Rebecca Lenkiewicz’s campaigning play, The Invisible, analyses the Legal Aid Sentencing and Punishment of Offenders Act (Laspo) which in 2012 reduced the scope of legal aid. Lawyers argue that Laspo creates a class of ‘invisible’ victims permanently denied the justice they deserve. Lenkiewicz seeks to promote this view with a play set in a penniless London law firm. Four cases are presented for our consideration.

The Invisible (Photo: Helen Maybanks)
The Invisible (Photo: Helen Maybanks)

Most deserving is a Pakistani bride imported to Southall by a callous mummy’s boy who expects her to fulfil the wifely roles of cook, cleaner, bun-oven and punchbag. She flees his violence and receives the help she needs. Well done, legal aid. But her case raises a wider question. Should the UK feel obliged to reform Asia’s marital culture by taking every doomed partnership, case by case, through the English courts? Well, yes. And we can glow with self-righteousness as we slither into bankruptcy. The other cases are more clear-cut. There’s Sean, a bald old Irish creep, who faces eviction because he boozes his rent money away. He loiters in the office talking pervy drivel and hoping to score a weird’ ‘hug’ from a female solicitor. Next there’s Ken, a wheedling divorcee whose ex-wife has restricted access to his kids. No surprise there. He’s a stingy, adulterous misogynist who thinks bursting into tears will win him sympathy from women. Denied legal aid, he dates a lawyer in the hope of scoring free advice in return for a glass of iffy claret. Finally there’s Ergun, a deluded Turk, whose incontinent and gangrenous dog has damaged his rented flat and who believes that his wish to keep a dung-squirting quadruped in his landlord’s property should be ratified at public expense.
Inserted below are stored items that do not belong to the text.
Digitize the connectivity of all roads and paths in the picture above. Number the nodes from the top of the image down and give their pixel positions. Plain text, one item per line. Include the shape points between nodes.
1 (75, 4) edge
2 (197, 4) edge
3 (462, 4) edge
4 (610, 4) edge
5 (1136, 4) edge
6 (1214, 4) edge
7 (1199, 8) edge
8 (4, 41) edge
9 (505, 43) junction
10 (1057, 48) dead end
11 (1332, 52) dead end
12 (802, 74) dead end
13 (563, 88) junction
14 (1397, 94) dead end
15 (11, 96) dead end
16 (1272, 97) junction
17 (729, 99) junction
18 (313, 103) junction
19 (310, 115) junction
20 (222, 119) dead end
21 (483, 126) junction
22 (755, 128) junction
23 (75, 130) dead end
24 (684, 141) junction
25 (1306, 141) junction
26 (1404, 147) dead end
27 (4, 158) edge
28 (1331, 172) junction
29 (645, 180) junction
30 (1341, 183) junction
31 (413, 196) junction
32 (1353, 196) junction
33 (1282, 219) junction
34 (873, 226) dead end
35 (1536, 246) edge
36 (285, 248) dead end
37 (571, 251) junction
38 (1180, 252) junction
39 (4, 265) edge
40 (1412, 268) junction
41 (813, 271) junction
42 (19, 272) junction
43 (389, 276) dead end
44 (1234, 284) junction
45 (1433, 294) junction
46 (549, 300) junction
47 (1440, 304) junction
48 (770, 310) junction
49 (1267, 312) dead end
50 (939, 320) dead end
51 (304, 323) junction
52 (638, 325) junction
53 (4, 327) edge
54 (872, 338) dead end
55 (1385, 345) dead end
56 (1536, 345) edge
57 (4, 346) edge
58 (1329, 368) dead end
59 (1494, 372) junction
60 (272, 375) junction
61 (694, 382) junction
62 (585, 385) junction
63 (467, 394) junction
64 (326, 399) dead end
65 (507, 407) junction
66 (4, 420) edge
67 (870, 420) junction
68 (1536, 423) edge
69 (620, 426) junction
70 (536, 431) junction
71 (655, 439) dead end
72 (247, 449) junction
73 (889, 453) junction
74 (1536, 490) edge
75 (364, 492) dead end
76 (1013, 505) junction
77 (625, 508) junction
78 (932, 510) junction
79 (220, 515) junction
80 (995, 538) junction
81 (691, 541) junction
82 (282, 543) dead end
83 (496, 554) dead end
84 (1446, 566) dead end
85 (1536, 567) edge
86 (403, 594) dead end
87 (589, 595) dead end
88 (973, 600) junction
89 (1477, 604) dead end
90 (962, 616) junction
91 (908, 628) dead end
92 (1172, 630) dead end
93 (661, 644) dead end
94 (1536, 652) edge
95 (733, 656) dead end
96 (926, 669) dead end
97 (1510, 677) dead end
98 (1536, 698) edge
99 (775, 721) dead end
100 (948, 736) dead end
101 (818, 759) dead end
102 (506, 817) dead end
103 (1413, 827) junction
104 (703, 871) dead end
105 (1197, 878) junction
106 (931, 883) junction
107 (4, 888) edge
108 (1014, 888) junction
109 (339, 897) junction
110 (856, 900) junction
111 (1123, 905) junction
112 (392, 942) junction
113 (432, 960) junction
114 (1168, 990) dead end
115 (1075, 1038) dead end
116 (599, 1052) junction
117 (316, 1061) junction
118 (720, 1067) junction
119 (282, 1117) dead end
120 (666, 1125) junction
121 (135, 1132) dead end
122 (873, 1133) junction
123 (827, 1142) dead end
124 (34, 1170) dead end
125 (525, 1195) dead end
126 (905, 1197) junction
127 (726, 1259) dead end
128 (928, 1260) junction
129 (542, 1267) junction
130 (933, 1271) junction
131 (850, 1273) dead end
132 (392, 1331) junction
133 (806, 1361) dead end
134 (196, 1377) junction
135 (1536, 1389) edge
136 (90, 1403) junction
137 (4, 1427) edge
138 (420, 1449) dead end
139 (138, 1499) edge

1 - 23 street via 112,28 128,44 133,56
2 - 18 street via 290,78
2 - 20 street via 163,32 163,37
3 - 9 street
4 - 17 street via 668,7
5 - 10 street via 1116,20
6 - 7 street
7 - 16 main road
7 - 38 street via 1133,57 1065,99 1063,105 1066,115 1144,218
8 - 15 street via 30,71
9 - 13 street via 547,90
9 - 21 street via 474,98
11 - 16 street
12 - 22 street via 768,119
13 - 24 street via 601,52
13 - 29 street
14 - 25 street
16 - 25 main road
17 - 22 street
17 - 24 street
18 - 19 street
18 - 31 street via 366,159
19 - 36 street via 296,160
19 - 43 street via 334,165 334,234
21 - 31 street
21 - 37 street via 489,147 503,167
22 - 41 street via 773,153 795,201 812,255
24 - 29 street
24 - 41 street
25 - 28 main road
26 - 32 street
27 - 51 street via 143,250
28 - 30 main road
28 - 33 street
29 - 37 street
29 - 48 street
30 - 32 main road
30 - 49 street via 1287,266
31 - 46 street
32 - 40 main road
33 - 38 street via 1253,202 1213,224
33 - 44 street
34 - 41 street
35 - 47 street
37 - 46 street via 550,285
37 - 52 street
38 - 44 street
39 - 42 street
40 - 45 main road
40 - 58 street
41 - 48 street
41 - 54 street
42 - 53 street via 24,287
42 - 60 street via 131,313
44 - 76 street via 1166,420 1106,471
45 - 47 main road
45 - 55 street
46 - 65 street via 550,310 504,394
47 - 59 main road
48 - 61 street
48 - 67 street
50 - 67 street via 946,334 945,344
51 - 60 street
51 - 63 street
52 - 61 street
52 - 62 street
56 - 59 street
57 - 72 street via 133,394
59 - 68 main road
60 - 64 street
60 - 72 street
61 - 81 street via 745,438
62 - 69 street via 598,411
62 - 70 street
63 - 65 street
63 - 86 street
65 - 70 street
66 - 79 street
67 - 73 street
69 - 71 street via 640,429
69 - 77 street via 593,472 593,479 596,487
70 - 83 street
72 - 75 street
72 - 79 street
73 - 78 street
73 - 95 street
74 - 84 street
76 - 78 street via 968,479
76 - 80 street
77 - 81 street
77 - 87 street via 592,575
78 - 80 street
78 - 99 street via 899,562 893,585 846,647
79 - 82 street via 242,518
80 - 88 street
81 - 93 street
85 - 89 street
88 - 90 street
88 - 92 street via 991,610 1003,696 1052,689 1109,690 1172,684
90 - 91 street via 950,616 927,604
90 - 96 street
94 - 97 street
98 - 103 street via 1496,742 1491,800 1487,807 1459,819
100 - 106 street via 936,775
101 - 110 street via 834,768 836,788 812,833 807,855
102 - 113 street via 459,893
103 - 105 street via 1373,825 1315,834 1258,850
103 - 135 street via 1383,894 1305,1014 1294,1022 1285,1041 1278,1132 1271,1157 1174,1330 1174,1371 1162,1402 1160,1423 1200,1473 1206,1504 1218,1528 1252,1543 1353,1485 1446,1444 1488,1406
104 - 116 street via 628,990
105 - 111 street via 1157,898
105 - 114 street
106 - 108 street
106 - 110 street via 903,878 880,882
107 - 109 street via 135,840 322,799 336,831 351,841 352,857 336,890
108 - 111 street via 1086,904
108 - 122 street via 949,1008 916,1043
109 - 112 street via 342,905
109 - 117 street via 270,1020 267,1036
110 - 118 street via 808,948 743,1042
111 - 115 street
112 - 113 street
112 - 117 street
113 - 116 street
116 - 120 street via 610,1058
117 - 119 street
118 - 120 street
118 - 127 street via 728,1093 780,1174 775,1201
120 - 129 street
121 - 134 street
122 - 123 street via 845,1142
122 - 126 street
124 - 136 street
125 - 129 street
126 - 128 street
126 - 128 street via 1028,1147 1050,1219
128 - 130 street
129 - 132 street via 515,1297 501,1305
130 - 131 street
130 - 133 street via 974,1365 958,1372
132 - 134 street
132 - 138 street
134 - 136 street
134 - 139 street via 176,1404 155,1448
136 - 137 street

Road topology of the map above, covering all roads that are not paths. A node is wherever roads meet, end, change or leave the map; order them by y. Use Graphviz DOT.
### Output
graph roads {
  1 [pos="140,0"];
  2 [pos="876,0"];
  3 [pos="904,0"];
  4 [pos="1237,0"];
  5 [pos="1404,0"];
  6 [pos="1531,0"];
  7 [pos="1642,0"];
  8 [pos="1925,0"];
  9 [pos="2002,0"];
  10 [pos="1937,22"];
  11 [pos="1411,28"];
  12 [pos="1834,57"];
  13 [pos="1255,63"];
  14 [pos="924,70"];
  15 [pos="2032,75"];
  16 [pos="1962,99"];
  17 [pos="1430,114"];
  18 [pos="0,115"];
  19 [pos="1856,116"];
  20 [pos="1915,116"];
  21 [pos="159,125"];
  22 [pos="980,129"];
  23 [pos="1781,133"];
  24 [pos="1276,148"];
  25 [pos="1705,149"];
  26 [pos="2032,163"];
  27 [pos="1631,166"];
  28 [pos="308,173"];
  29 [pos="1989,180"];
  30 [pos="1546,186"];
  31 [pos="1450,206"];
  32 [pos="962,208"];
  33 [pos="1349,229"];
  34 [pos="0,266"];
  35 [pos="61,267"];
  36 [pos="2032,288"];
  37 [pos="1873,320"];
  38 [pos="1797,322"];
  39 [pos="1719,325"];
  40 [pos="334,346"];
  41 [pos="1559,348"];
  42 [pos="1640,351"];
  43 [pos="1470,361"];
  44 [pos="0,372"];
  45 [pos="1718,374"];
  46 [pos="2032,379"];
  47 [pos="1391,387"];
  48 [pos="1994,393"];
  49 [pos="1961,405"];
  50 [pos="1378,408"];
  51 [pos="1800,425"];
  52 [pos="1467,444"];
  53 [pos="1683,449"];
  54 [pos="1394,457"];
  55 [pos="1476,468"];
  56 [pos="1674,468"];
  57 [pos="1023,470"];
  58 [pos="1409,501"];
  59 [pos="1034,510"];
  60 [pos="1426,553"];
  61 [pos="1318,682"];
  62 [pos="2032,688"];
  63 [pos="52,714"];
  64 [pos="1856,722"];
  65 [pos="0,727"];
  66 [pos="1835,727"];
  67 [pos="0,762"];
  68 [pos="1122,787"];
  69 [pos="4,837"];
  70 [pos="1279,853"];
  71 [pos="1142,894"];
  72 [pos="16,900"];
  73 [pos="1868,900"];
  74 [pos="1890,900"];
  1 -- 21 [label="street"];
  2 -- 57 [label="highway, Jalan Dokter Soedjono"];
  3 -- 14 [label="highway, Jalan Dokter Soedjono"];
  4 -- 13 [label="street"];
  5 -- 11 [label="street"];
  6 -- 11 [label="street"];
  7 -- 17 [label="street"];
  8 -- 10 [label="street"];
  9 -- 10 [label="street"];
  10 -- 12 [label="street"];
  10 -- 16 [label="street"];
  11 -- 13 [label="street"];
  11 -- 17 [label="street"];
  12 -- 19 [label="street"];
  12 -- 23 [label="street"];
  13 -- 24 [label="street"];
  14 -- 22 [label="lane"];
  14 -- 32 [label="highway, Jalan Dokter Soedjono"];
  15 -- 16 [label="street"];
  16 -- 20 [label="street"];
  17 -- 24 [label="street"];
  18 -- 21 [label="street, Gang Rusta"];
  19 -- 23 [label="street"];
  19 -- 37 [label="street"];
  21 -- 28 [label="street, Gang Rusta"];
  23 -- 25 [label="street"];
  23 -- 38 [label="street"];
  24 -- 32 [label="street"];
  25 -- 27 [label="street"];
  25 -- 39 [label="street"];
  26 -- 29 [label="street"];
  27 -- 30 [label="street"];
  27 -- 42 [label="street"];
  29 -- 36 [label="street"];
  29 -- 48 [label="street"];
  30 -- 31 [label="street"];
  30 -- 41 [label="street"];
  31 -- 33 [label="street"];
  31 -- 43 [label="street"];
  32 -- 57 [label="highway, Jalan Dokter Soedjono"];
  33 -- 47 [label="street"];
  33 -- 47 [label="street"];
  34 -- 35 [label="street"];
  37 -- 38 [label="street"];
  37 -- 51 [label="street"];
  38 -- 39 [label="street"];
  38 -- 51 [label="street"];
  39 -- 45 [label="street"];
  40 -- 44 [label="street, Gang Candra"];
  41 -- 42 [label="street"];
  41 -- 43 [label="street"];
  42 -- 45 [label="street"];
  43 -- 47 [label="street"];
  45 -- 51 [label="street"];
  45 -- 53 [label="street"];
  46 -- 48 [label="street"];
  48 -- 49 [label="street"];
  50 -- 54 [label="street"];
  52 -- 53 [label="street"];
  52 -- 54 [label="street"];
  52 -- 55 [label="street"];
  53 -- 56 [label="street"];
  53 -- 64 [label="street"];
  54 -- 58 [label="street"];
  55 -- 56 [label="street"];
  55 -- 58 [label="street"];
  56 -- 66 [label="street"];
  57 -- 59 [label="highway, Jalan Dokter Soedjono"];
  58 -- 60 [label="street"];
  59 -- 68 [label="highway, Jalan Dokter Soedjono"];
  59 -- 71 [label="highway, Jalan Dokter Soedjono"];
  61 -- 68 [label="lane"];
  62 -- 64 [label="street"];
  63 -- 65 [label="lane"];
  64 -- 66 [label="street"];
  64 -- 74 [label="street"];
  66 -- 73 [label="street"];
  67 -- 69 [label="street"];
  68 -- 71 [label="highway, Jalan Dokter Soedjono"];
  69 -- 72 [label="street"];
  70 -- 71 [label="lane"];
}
With these three cases Lenkiewicz manages to build a compelling argument against legal aid. She makes the system look like a fairground ride for feckless halfwits who imagine that their addiction problems, their infidelities and their fondness for sick mutts confer rights upon them identical to those enshrined in Magna Carta. Supporters of the BNP will note with pleasure that all four litigants appear to be migrants or the children of migrants. If you’re a legal aid solicitor, you’d be wise to avoid this play. It jeopardises your profession and may accelerate the implementation of Laspo 2.